## WHAT TO DO
Look through the data below for the line with "Turn all roads", and transcribe it exactly together with each line after it up to and including the line with "Road topology of". Give nothing else.

## INPUT DATA
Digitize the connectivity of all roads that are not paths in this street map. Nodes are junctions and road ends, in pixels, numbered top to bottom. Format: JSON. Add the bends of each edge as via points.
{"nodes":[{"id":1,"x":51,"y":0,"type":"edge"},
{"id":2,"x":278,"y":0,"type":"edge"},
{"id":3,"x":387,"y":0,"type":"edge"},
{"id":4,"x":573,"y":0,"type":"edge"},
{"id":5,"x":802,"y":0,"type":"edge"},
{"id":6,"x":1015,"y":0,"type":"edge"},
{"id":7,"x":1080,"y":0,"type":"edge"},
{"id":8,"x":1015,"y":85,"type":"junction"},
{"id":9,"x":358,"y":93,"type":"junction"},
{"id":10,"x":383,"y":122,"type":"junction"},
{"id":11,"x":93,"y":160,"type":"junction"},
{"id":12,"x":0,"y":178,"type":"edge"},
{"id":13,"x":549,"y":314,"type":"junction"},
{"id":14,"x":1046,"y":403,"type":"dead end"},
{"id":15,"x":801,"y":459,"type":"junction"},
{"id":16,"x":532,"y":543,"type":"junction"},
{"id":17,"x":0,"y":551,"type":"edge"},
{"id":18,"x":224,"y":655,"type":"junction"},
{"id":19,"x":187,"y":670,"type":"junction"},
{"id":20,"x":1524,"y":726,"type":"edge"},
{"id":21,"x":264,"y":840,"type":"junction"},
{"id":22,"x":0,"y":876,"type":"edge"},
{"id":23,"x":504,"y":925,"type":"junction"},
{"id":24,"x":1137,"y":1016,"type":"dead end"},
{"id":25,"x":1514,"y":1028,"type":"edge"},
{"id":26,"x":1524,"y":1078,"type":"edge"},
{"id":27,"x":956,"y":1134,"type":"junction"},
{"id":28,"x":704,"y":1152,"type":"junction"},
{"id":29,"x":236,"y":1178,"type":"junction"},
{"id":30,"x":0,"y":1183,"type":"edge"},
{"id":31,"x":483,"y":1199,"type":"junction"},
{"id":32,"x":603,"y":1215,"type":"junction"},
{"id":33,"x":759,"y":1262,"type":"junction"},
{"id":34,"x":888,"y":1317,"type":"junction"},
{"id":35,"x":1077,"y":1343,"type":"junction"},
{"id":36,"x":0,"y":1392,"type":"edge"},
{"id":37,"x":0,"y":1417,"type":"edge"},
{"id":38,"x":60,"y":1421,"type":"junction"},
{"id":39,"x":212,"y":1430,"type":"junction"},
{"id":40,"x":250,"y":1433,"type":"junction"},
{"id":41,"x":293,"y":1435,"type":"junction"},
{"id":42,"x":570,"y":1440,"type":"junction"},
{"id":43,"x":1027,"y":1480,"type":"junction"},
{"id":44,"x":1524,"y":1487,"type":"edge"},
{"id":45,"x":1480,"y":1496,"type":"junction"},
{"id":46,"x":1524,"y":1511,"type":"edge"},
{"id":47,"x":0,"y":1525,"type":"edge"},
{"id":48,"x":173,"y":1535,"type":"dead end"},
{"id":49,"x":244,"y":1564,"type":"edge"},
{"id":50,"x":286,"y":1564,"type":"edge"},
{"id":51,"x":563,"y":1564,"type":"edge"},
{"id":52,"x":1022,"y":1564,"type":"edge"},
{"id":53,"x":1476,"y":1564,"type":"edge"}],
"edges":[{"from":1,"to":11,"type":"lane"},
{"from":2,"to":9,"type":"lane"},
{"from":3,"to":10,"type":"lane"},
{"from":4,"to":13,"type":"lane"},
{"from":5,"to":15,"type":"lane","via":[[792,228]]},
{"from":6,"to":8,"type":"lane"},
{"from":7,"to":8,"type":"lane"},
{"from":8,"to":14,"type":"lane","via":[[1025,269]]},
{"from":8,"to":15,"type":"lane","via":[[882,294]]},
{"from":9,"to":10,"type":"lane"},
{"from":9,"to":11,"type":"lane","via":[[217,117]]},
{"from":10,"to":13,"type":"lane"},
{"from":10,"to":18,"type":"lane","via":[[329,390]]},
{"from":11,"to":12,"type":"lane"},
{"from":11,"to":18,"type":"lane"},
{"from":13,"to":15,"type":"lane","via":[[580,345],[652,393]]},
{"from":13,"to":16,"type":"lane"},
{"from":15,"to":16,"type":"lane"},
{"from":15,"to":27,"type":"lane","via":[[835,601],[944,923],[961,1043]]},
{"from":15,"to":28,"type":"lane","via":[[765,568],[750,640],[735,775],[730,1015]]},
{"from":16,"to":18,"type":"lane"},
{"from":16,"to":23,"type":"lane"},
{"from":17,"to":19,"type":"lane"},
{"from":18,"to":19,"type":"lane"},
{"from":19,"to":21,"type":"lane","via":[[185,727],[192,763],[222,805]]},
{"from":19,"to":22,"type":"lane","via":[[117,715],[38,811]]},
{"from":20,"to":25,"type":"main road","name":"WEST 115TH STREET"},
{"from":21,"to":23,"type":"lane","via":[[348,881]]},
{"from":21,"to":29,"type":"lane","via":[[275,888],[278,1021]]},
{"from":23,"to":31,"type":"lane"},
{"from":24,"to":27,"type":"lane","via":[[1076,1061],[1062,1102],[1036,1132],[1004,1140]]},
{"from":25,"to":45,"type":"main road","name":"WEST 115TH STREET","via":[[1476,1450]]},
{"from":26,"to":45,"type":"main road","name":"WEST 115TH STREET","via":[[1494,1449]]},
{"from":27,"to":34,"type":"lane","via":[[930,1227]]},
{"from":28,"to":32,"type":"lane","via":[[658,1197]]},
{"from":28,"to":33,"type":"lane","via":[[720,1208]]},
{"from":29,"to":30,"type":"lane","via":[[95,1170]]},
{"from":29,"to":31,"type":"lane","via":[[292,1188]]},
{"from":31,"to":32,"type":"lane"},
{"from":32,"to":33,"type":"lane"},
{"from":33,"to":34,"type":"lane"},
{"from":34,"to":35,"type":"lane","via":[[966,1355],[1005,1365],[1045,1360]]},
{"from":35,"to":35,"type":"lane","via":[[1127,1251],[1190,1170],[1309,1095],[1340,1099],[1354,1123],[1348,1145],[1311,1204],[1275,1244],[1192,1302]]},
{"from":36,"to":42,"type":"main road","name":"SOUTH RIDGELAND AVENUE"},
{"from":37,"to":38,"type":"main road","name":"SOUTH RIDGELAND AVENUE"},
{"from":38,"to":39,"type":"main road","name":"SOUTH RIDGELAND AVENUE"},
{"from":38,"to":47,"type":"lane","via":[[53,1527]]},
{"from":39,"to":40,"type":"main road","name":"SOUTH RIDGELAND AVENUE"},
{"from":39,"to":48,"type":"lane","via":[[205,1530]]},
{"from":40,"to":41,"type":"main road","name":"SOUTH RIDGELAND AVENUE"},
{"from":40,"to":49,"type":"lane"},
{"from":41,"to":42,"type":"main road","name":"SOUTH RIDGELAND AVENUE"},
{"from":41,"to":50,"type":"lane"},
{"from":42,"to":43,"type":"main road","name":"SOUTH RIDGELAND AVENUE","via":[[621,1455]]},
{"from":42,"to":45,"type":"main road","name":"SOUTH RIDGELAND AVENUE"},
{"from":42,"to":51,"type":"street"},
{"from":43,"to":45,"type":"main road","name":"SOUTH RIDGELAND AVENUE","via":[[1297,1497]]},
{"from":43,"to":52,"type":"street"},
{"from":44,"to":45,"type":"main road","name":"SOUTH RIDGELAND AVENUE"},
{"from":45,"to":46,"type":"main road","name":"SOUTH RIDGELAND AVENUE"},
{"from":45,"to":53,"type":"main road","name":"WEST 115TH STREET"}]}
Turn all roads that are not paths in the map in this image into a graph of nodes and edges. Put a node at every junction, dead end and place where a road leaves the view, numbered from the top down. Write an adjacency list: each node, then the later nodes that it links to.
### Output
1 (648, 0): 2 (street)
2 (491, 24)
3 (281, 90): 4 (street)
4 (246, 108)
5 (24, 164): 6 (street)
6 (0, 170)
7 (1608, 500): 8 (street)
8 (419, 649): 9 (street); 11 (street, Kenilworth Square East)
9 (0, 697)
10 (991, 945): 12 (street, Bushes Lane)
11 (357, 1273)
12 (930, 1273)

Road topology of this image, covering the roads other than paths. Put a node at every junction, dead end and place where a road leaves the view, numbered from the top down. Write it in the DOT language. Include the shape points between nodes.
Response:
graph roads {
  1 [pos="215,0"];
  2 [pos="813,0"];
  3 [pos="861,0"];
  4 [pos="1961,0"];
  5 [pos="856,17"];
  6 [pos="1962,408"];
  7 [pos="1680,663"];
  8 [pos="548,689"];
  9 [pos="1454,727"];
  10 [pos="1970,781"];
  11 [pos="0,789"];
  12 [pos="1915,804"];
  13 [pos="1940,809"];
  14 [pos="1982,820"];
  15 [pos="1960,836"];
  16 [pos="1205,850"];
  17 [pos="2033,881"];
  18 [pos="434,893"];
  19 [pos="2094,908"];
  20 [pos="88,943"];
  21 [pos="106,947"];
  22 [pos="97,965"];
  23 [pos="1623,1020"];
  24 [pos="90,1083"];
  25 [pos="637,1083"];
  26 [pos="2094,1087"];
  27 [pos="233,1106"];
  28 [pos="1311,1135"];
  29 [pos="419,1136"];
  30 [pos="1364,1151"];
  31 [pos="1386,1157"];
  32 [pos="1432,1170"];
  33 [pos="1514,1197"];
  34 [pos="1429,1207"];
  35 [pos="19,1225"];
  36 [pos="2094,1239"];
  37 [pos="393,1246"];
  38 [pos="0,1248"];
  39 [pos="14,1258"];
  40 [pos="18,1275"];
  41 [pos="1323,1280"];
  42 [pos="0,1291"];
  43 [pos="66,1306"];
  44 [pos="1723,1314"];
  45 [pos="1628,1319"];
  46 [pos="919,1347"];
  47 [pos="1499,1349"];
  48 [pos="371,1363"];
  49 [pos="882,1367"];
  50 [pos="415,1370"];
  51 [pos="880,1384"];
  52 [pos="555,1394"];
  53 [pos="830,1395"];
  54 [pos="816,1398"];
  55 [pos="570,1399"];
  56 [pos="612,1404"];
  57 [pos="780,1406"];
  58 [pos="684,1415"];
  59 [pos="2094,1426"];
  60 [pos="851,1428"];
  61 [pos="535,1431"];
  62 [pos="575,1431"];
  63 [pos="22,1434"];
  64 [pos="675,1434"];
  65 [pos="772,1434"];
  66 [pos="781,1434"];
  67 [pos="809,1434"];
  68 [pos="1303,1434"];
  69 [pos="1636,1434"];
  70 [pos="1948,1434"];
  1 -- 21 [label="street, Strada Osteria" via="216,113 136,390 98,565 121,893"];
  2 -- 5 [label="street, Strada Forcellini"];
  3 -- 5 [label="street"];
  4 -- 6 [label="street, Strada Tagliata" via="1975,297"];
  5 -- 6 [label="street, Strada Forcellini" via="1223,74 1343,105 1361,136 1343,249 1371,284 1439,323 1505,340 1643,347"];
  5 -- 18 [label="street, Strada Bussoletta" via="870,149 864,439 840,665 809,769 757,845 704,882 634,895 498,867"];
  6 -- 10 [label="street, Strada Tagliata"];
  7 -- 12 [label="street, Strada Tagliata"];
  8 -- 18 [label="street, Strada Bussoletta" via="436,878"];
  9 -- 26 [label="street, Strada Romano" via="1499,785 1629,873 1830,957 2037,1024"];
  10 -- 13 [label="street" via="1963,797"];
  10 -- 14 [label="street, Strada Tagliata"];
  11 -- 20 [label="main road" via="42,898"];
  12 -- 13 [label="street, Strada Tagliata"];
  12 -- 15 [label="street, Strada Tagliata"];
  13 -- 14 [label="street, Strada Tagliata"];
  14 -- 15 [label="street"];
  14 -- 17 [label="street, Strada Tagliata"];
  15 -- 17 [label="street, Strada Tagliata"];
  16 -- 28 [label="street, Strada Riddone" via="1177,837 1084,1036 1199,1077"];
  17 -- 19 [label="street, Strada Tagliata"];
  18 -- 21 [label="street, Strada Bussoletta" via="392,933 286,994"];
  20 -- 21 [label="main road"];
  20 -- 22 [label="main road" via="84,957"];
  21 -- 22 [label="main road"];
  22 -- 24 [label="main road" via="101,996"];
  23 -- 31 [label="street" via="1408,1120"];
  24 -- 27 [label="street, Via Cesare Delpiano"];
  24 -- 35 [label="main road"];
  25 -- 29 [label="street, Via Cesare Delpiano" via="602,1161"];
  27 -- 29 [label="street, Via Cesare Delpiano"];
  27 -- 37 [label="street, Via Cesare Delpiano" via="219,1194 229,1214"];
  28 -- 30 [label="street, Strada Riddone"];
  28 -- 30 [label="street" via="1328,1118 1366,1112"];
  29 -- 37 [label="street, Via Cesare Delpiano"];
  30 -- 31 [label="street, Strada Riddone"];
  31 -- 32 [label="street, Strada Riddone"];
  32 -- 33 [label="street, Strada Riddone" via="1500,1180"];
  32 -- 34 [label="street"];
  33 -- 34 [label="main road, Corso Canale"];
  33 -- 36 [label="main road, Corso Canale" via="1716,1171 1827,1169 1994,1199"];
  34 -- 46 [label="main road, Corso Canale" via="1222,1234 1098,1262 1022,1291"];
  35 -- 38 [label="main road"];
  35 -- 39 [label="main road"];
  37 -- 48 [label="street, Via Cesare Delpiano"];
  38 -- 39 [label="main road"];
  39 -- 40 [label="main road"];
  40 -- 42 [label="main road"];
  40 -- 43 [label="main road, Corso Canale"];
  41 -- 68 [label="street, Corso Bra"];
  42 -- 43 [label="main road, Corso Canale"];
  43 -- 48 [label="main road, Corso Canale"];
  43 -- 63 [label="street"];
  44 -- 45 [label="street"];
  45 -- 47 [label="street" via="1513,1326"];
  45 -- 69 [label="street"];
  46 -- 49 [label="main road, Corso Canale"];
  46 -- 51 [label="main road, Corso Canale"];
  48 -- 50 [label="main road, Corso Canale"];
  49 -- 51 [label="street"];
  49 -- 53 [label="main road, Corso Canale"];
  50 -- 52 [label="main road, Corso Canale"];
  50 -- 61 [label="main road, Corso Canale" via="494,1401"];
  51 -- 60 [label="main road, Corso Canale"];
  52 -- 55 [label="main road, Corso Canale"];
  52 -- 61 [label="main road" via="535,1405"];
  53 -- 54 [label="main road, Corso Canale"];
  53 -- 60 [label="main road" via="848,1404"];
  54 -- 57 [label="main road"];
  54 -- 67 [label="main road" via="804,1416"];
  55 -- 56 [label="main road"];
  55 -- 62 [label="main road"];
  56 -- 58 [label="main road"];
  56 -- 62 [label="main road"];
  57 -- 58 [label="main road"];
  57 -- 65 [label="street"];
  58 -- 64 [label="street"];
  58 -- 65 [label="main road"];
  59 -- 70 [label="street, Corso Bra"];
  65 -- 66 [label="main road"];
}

## SOLUTION FOR THIS EXERCISE
Turn all roads that are not paths in the map in this image into a graph of nodes and edges. Put a node at every junction, dead end and place where a road leaves the view, numbered from the top down. Write an adjacency list: each node, then the later nodes that it links to.
### Output
1 (648, 0): 2 (street)
2 (491, 24)
3 (281, 90): 4 (street)
4 (246, 108)
5 (24, 164): 6 (street)
6 (0, 170)
7 (1608, 500): 8 (street)
8 (419, 649): 9 (street); 11 (street, Kenilworth Square East)
9 (0, 697)
10 (991, 945): 12 (street, Bushes Lane)
11 (357, 1273)
12 (930, 1273)

Road topology of this image, covering the roads other than paths. Put a node at every junction, dead end and place where a road leaves the view, numbered from the top down. Write it in the DOT language. Include the shape points between nodes.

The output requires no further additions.